Il rit, puis il m’attire à lui et me jette sur le canapé. Là, il déchire violemment ma robe, ce qui me laisse nue comme au premier jour.


— Il va falloir t’y habituer pourtant, parce que tu es à moi maintenant. Regarde-moi ça ce petit cul...


Il m’assène une violente fessée, ce qui fait redoubler mes larmes.


— Pitié Monsieur, arrêtez...

— Et cette chatte... continue-t-il en posant sa main dessus. Toute lisse, toute douce, qu’est-ce que ça doit être bon !


Il m’insère un doigt, ce qui me fait crier de nouveau. Pourtant, loin de l’attendrir, ça ne me vaut qu’une nouvelle gifle.


— Ta gueule, salope ! me hurle-t-il. Ton corps est à moi.


Il se réinsère alors dans ma bouche et commence aussitôt à me baiser les lèvres, avec une telle violence que ses poils pubiens m’écorchent le nez à chacun de ses coups de rein.


— Oh oui, je vais pas tarder à venir ma jolie… Je suis sûr que tu avales tout, n’est-ce pas ? Bien sûr que tu avales, tu ne voudrais pas décevoir papa…


Papa ? Il va pas s’y mettre ?!


— Oh putain c’est trop bon, quelle bouche de pute ! Aaahh…


Dans un râle dantesque, je sens son sexe se contracter et un jet de sperme me fouette le fond de la gorge. Je tente de me retirer pour respirer, puisque je tousse malgré moi pour me libérer de l’obstruction, mais il n’a pas fini, alors il ne l’entend pas de cette oreille…

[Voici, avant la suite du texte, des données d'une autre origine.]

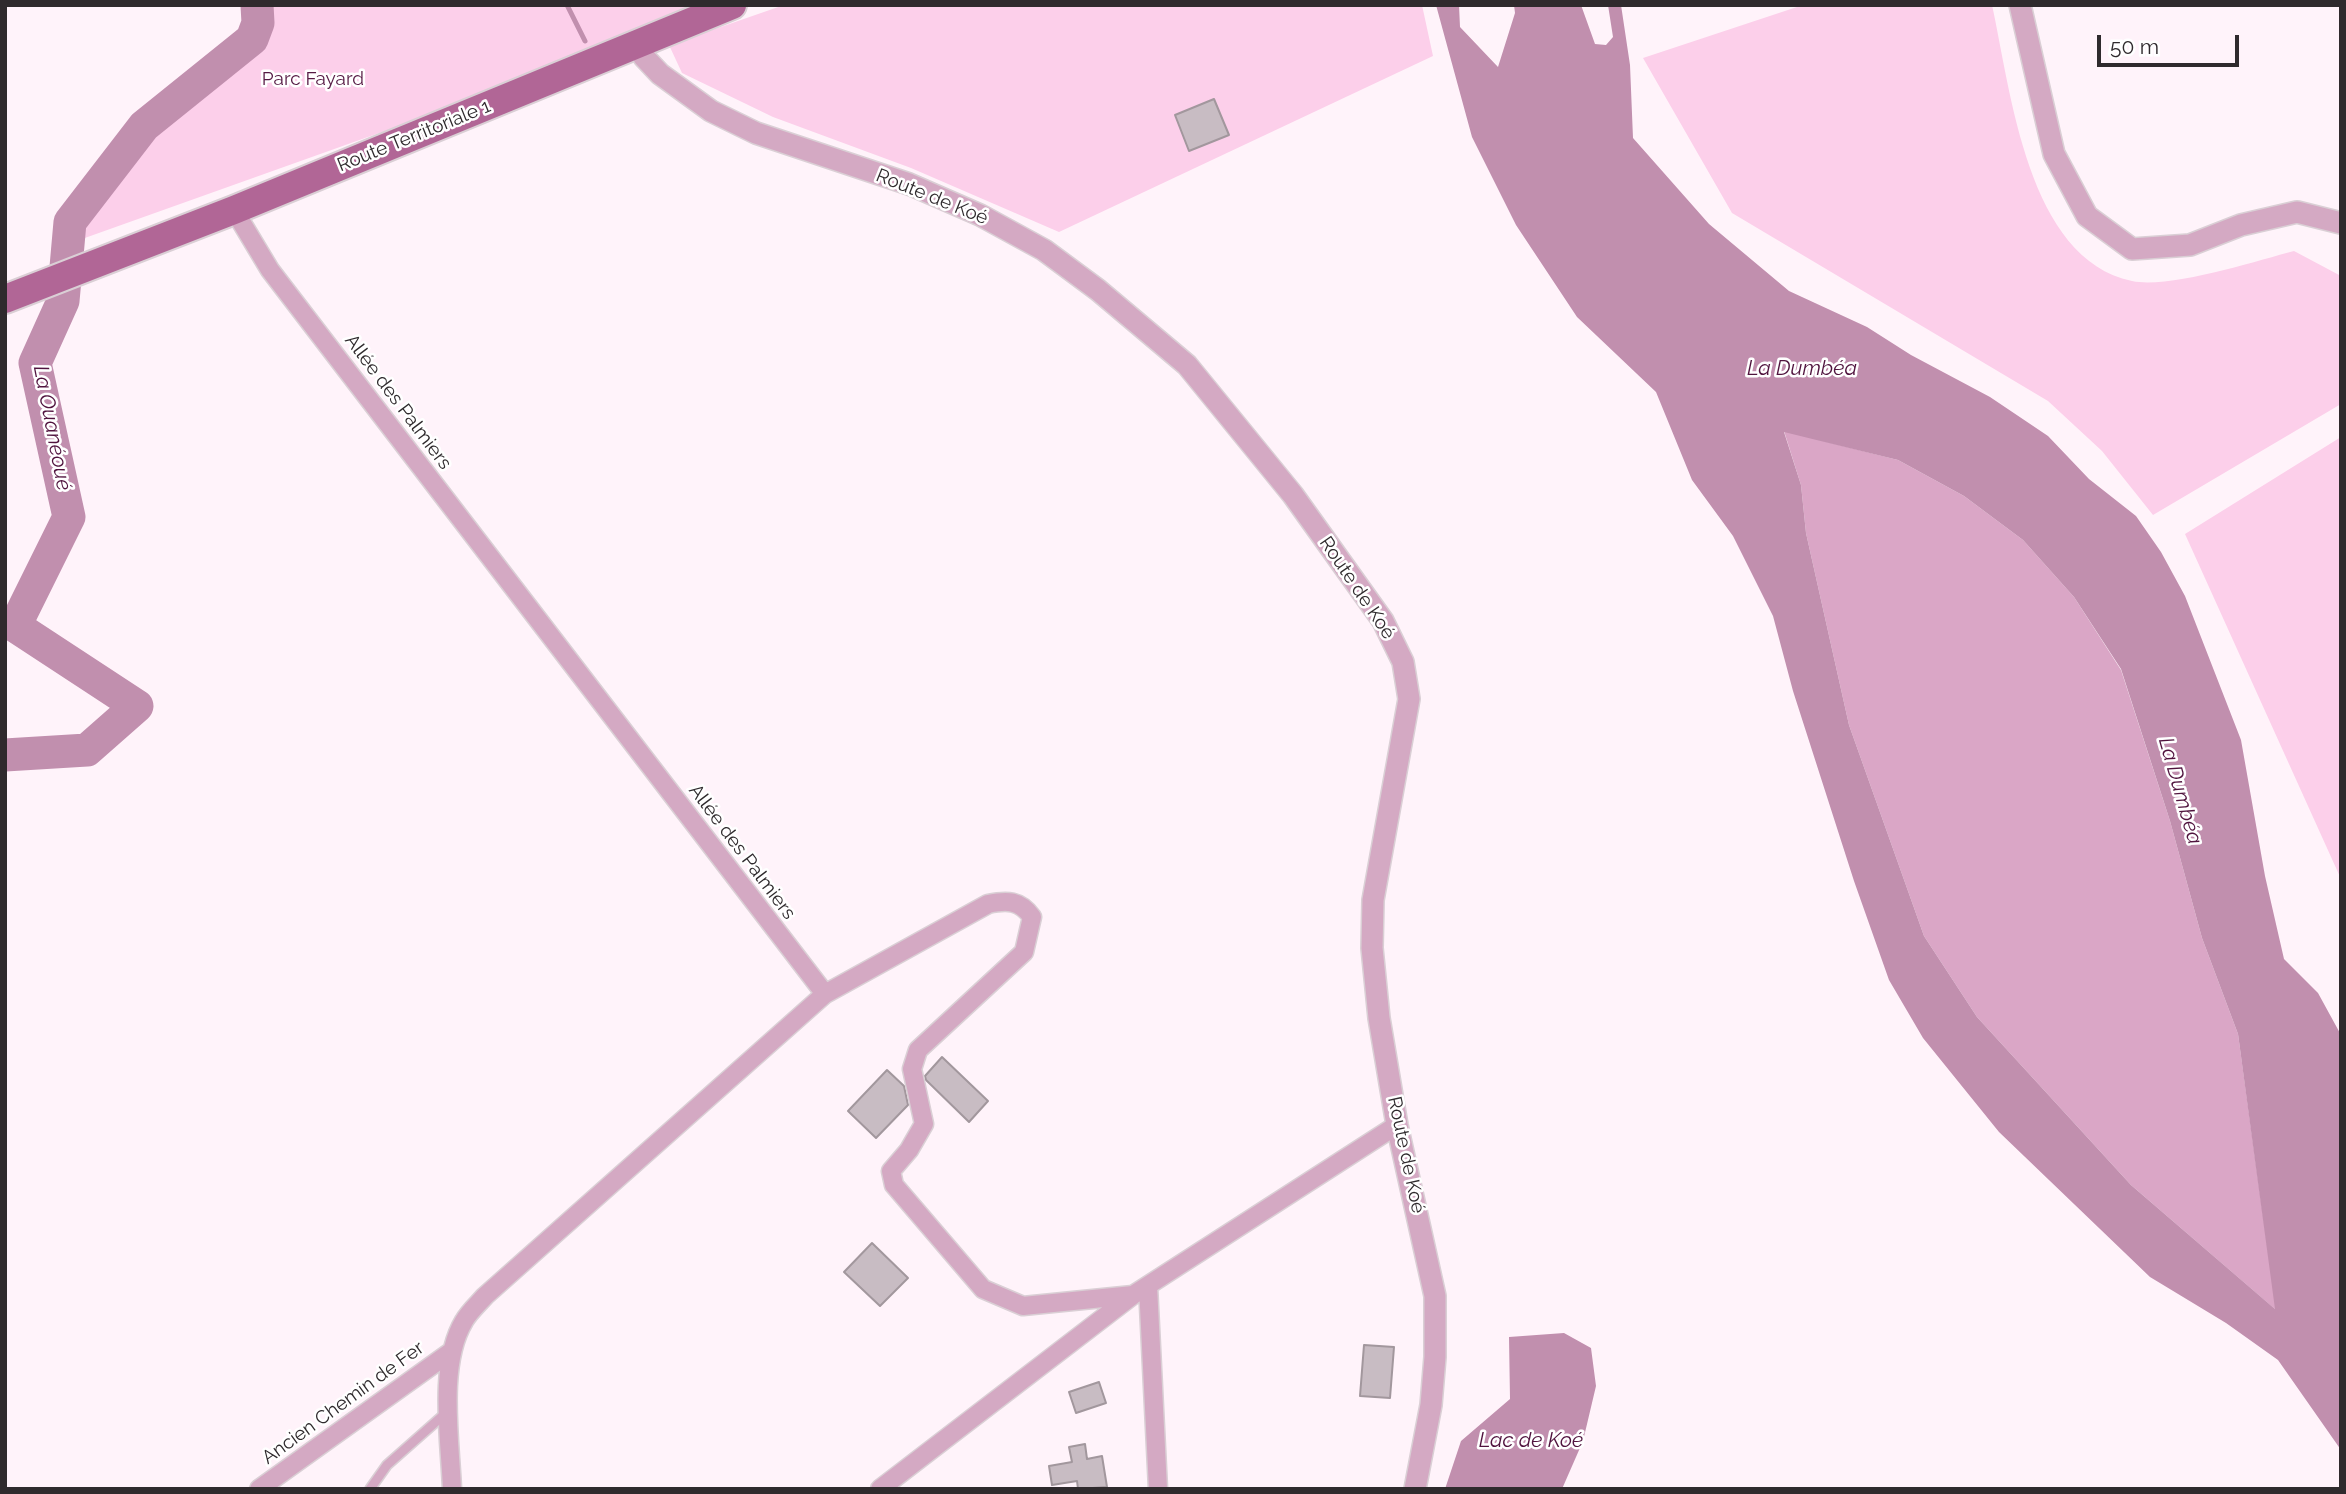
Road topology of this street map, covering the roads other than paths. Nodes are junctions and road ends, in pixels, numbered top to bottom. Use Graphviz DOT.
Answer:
graph roads {
  1 [pos="732,5"];
  2 [pos="2020,5"];
  3 [pos="638,44"];
  4 [pos="234,210"];
  5 [pos="2341,223"];
  6 [pos="5,299"];
  7 [pos="825,994"];
  8 [pos="1397,1125"];
  9 [pos="1141,1291"];
  10 [pos="452,1351"];
  11 [pos="449,1411"];
  12 [pos="259,1489"];
  13 [pos="370,1489"];
  14 [pos="452,1489"];
  15 [pos="880,1489"];
  16 [pos="1158,1489"];
  17 [pos="1415,1489"];
  1 -- 3 [label="main road, Route Territoriale 1"];
  2 -- 5 [label="street"];
  3 -- 4 [label="main road, Route Territoriale 1"];
  3 -- 8 [label="street, Route de Koé"];
  4 -- 6 [label="main road, Route Territoriale 1"];
  4 -- 7 [label="street, Allée des Palmiers"];
  7 -- 9 [label="street"];
  7 -- 10 [label="street"];
  8 -- 9 [label="street"];
  8 -- 17 [label="street, Route de Koé"];
  9 -- 15 [label="street"];
  9 -- 16 [label="street"];
  10 -- 11 [label="street"];
  10 -- 12 [label="street, Ancien Chemin de Fer"];
  11 -- 13 [label="lane"];
  11 -- 14 [label="street"];
}
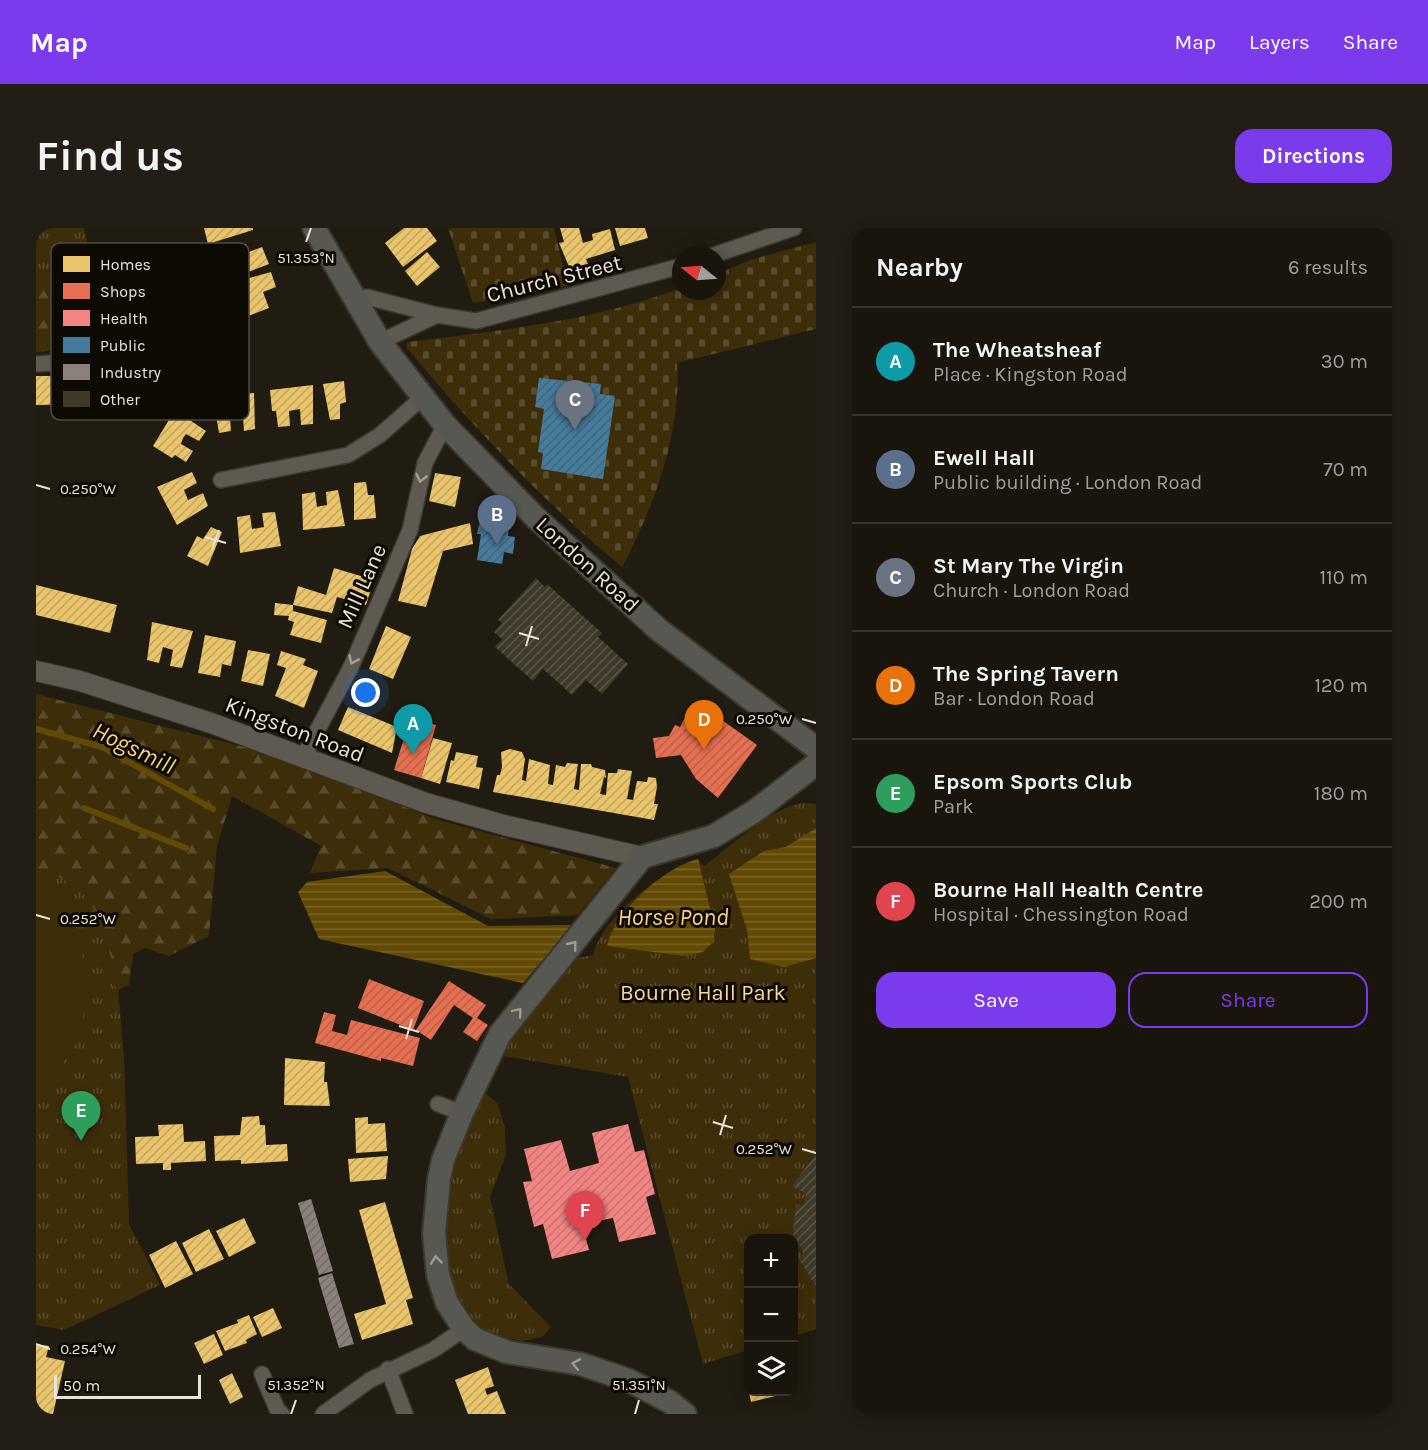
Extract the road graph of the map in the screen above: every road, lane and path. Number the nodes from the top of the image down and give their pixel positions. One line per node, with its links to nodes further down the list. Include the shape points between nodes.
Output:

Il se vide longuement en moi en m’affublant de divers noms d’oiseaux, puis il me force à lui nettoyer la verge encore maculée de sa fertile semence. Quand il estime que j’ai bien fait mon travail, il m’embrasse sur le front et il quitte la pièce.


— Je pense que les jours à venir vont être très excitants ! lance-t-il avant de disparaître.


J’ignore si je suis d’accord ou non, trop partagée entre l’excitation et le malaise.